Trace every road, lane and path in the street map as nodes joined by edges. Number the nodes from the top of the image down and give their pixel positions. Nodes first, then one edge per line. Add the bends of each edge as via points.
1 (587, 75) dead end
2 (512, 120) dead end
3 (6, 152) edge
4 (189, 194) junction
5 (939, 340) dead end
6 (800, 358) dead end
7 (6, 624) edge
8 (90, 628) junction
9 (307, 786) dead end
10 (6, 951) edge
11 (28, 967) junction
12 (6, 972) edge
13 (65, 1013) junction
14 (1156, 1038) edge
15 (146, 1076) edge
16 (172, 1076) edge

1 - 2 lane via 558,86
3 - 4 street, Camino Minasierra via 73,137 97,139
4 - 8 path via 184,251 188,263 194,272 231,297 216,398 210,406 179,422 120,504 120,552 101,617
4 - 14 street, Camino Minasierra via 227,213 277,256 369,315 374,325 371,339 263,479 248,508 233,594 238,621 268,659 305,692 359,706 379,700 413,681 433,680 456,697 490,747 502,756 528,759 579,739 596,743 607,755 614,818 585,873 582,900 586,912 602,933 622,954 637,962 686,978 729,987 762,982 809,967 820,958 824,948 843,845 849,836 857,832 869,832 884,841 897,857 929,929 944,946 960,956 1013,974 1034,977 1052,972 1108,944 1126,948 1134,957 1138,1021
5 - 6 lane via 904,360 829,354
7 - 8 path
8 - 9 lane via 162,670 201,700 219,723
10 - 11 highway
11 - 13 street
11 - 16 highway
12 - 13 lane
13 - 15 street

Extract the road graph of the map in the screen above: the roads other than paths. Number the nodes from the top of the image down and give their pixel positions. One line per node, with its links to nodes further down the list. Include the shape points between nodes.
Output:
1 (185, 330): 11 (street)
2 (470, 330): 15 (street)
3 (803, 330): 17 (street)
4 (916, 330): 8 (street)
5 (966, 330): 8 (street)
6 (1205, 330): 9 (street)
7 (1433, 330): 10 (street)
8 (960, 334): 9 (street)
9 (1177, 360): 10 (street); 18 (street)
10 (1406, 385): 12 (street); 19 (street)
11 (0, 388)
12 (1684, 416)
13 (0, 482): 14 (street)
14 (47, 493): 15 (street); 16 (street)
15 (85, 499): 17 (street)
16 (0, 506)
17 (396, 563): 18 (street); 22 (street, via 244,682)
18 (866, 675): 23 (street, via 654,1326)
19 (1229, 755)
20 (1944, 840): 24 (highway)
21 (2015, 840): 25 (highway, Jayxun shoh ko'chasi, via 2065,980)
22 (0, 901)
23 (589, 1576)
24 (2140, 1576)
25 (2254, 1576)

== == ==

Action item:
Word for word, repeat every line of the data.

Task solution:
Trace every road, lane and path in the street map as nodes joined by edges. Number the nodes from the top of the image down and give their pixel positions. Nodes first, then one edge per line. Add the bends of each edge as via points.
1 (587, 75) dead end
2 (512, 120) dead end
3 (6, 152) edge
4 (189, 194) junction
5 (939, 340) dead end
6 (800, 358) dead end
7 (6, 624) edge
8 (90, 628) junction
9 (307, 786) dead end
10 (6, 951) edge
11 (28, 967) junction
12 (6, 972) edge
13 (65, 1013) junction
14 (1156, 1038) edge
15 (146, 1076) edge
16 (172, 1076) edge

1 - 2 lane via 558,86
3 - 4 street, Camino Minasierra via 73,137 97,139
4 - 8 path via 184,251 188,263 194,272 231,297 216,398 210,406 179,422 120,504 120,552 101,617
4 - 14 street, Camino Minasierra via 227,213 277,256 369,315 374,325 371,339 263,479 248,508 233,594 238,621 268,659 305,692 359,706 379,700 413,681 433,680 456,697 490,747 502,756 528,759 579,739 596,743 607,755 614,818 585,873 582,900 586,912 602,933 622,954 637,962 686,978 729,987 762,982 809,967 820,958 824,948 843,845 849,836 857,832 869,832 884,841 897,857 929,929 944,946 960,956 1013,974 1034,977 1052,972 1108,944 1126,948 1134,957 1138,1021
5 - 6 lane via 904,360 829,354
7 - 8 path
8 - 9 lane via 162,670 201,700 219,723
10 - 11 highway
11 - 13 street
11 - 16 highway
12 - 13 lane
13 - 15 street

Extract the road graph of the map in the screen above: the roads other than paths. Number the nodes from the top of the image down and give their pixel positions. One line per node, with its links to nodes further down the list. Include the shape points between nodes.
Output:
1 (185, 330): 11 (street)
2 (470, 330): 15 (street)
3 (803, 330): 17 (street)
4 (916, 330): 8 (street)
5 (966, 330): 8 (street)
6 (1205, 330): 9 (street)
7 (1433, 330): 10 (street)
8 (960, 334): 9 (street)
9 (1177, 360): 10 (street); 18 (street)
10 (1406, 385): 12 (street); 19 (street)
11 (0, 388)
12 (1684, 416)
13 (0, 482): 14 (street)
14 (47, 493): 15 (street); 16 (street)
15 (85, 499): 17 (street)
16 (0, 506)
17 (396, 563): 18 (street); 22 (street, via 244,682)
18 (866, 675): 23 (street, via 654,1326)
19 (1229, 755)
20 (1944, 840): 24 (highway)
21 (2015, 840): 25 (highway, Jayxun shoh ko'chasi, via 2065,980)
22 (0, 901)
23 (589, 1576)
24 (2140, 1576)
25 (2254, 1576)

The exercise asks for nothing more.